UBS: Economist Insights: Easy come, easy go

For most emerging markets (EM), money was easy to come by in the wake of the financial crisis. Low global interest rates and quantitative easing programmes have created a heady mix of easy domestic money combined with easy foreign money. But, what if global financial conditions start to tighten?

06.10.2015 | 15:44 Uhr

It is called easy money for a reason. When interest rates are unusually low and credit easy to come by, you do not have to work very hard to justify your borrowing. So you will tend to borrow more. That is why central banks try to create ‘easy money’ conditions when the economy is weak. But what if the easy money comes from external, rather than domestic factors?

Plenty of emerging markets (EM) have experienced easy money in the wake of the financial crisis. With low interest rates in developed markets (DM) and quantitative easing (QE) programmes flooding the financial markets with cash in search of a home and a higher yield, a lot of that money inevitablyheaded towards emerging markets. All this money flowing into EM tended to put upward pressure on exchange rates, so many central banks kept their monetary policy loose to counter the upward pressure. But this added domestic easy money to foreign easy money, so whichever way EM corporates turned, cash was freely available. Sure enough, EM corporates increased their debt level, and EM corporate debt has tripled since the years preceding the financial crisis.

The easy money from domestic sources has dominated, with the foreign currency denominated share of EM credit actually lower now than it was in the early 2000s. The fear would normally be that a rise in foreign currency borrowing would create a currency mismatch, so that as soon as the local currency depreciated, firms would be unable to service their debt. The absolute level of foreign debt is indeed higher, but with the lower share this is not so much of a concern. 

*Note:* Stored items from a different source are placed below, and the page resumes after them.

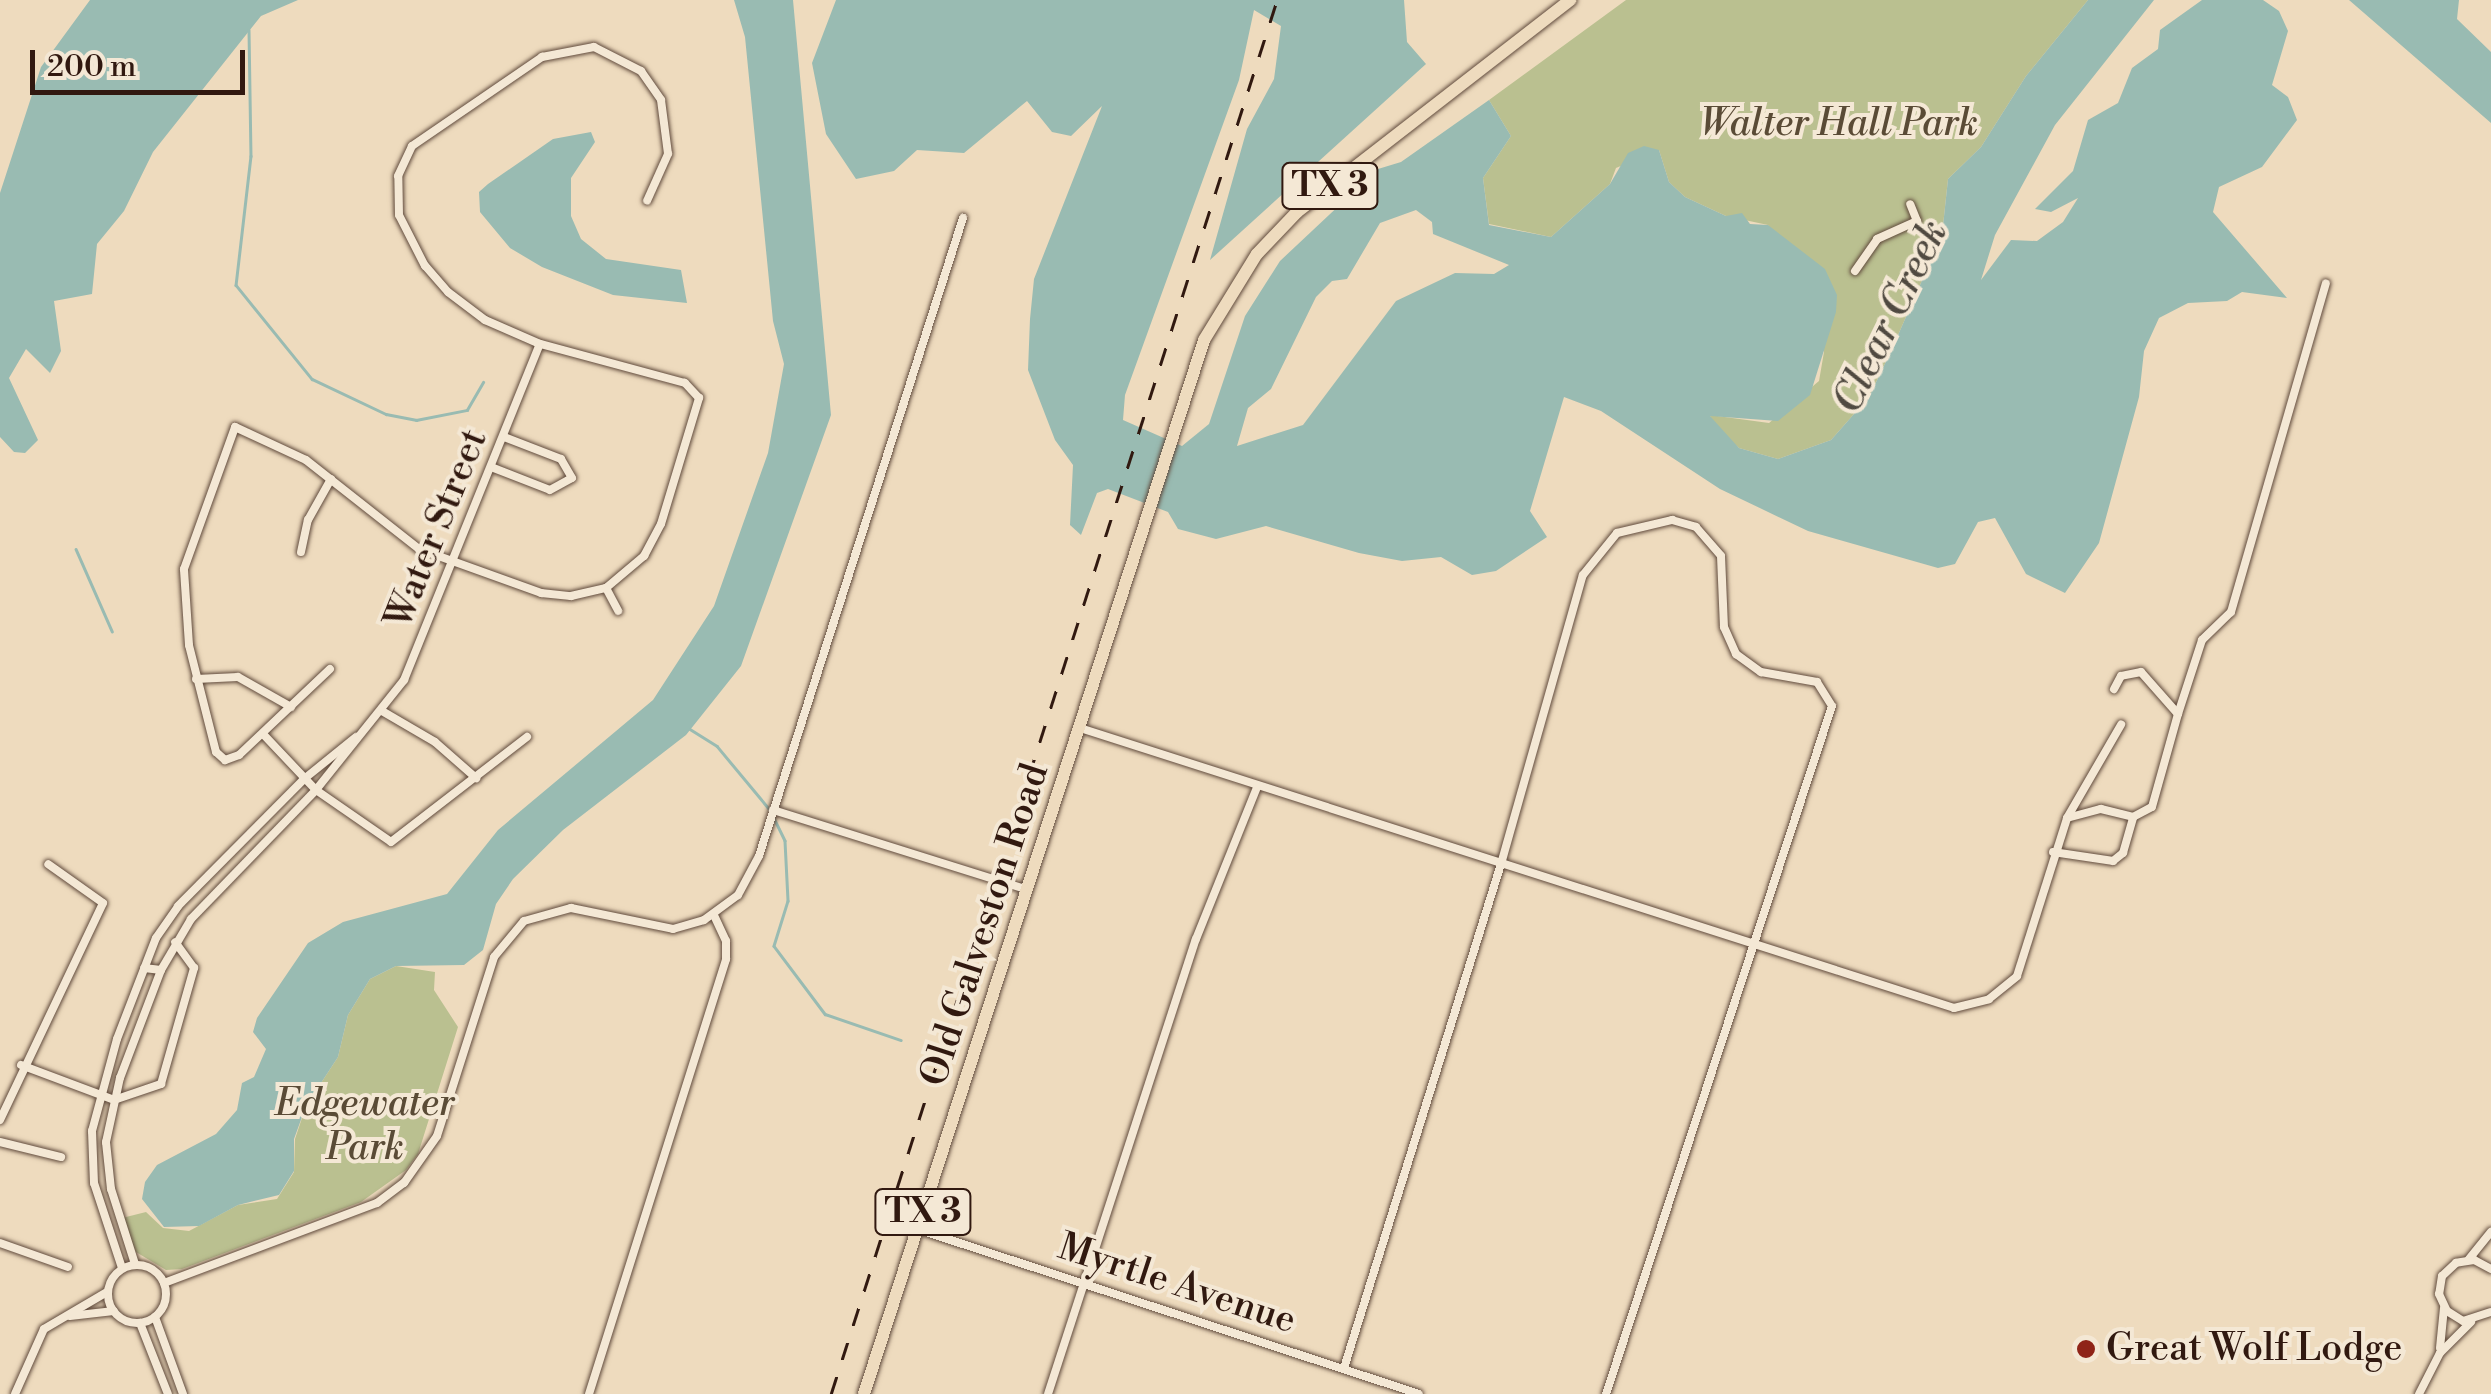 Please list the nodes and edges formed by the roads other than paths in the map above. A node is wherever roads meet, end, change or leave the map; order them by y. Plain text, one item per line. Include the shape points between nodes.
1 (1563, 5) edge
2 (648, 201) dead end
3 (1910, 204) dead end
4 (964, 218) dead end
5 (1858, 270) dead end
6 (2326, 284) dead end
7 (540, 344) junction
8 (504, 437) junction
9 (492, 467) junction
10 (331, 479) junction
11 (301, 552) dead end
12 (453, 564) junction
13 (606, 588) junction
14 (618, 611) dead end
15 (330, 670) dead end
16 (196, 678) junction
17 (2114, 689) dead end
18 (291, 706) junction
19 (382, 711) junction
20 (2178, 714) junction
21 (371, 726) junction
22 (2121, 726) dead end
23 (1080, 728) junction
24 (263, 734) junction
25 (527, 737) dead end
26 (476, 778) junction
27 (304, 779) junction
28 (1256, 787) junction
29 (316, 790) junction
30 (773, 810) junction
31 (2066, 818) junction
32 (2133, 818) junction
33 (2053, 852) junction
34 (48, 864) dead end
35 (1501, 864) junction
36 (1028, 890) junction
37 (714, 915) junction
38 (174, 942) junction
39 (1751, 946) junction
40 (144, 968) junction
41 (161, 970) junction
42 (21, 1065) junction
43 (99, 1097) junction
44 (114, 1100) junction
45 (0, 1120) edge
46 (0, 1142) edge
47 (61, 1157) dead end
48 (917, 1229) junction
49 (2491, 1232) edge
50 (0, 1243) edge
51 (2468, 1260) junction
52 (135, 1264) junction
53 (68, 1267) dead end
54 (122, 1268) junction
55 (2491, 1269) edge
56 (1085, 1282) junction
57 (164, 1283) junction
58 (108, 1291) junction
59 (2444, 1308) junction
60 (114, 1311) junction
61 (2491, 1315) edge
62 (70, 1316) junction
63 (155, 1317) junction
64 (2476, 1320) junction
65 (140, 1323) junction
66 (2440, 1352) junction
67 (1344, 1368) junction
68 (182, 1390) edge
69 (167, 1393) edge
70 (15, 1394) edge
71 (588, 1394) edge
72 (864, 1394) edge
73 (1048, 1394) edge
74 (1419, 1394) edge
75 (1606, 1394) edge
76 (2418, 1394) edge

1 - 23 main road, Old Galveston Road / TX 3 via 1297,212 1257,254 1204,340
2 - 7 street via 668,154 661,100 641,71 594,47 542,58 412,146 396,201 425,266 486,320
3 - 5 street via 1917,221 1877,239
4 - 30 street
6 - 20 street via 2231,612 2202,640
7 - 8 street, Water Street
7 - 13 street via 697,390 661,524 644,556
8 - 9 street, Water Street
8 - 9 street via 561,459 572,478 550,490
9 - 12 street, Water Street
10 - 11 street via 308,520
10 - 12 street via 394,532
10 - 16 street via 236,427 184,569
12 - 13 street via 541,593 572,596
12 - 19 street, Water Street via 416,655
13 - 14 street
15 - 18 street
16 - 18 street via 238,677
16 - 24 street via 211,744 225,760
17 - 20 street via 2121,676 2141,672
18 - 24 street
19 - 21 street, Water Street
19 - 26 street via 435,742
20 - 32 street via 2152,807
21 - 27 street, Water Street
21 - 29 street, Water Street
22 - 31 street
23 - 28 street
23 - 36 main road, Old Galveston Road / TX 3
24 - 27 street
25 - 26 street
26 - 29 street via 391,842
27 - 29 street
27 - 40 street, Water Street via 178,906
28 - 35 street
28 - 56 street via 1196,939
29 - 38 street, Water Street
30 - 36 street
30 - 37 street via 750,877
31 - 32 street via 2101,809
31 - 33 street
32 - 33 street via 2124,853 2113,861
33 - 39 street via 2018,976 1989,1000 1954,1008
34 - 42 street via 103,902
35 - 39 street
35 - 39 street via 1587,565 1629,527 1685,522 1707,535 1721,556 1724,627 1736,654 1761,672 1818,682 1832,700
35 - 67 street
36 - 48 main road, Old Galveston Road / TX 3
37 - 57 street via 662,930 571,908 524,921 494,957 437,1136 404,1183 378,1203
37 - 71 street via 726,959
38 - 41 street, Water Street
38 - 44 street via 194,968 166,1078
39 - 75 street
40 - 41 street
40 - 43 street, Water Street
41 - 44 street, Water Street
42 - 43 street
42 - 45 street
43 - 44 street
43 - 54 street, Water Street via 94,1183
44 - 52 street, Water Street via 106,1166
46 - 47 street
48 - 56 street, Myrtle Avenue
48 - 72 main road, Old Galveston Road / TX 3
49 - 51 street
50 - 53 street
51 - 55 street
51 - 59 street via 2442,1276
52 - 54 street
52 - 57 street via 153,1269
54 - 58 street
56 - 67 street, Myrtle Avenue
56 - 73 street
57 - 63 street via 166,1298
58 - 60 street
58 - 62 street
59 - 64 street
59 - 66 street
60 - 62 street
60 - 65 street
61 - 64 street
62 - 70 street via 33,1343
63 - 65 street
63 - 68 street
64 - 66 street
65 - 69 street
66 - 76 street
67 - 74 street, Myrtle Avenue
68 - 69 street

But as the IMF points out in its biannual Global Financial Stability Report, since global monetary easing encouraged easier domestic financial conditions, a tightening of global financial conditions could be problematic for EM. The IMF finds that EM domestic macroeconomic conditions have deteriorated since the crisis. On top of this, firm-level fundamentals (such as profitability, liquidity and solvency) have also worsened. So that leaves global factors as the most likely explanation for the rapid growth in EM corporate debt.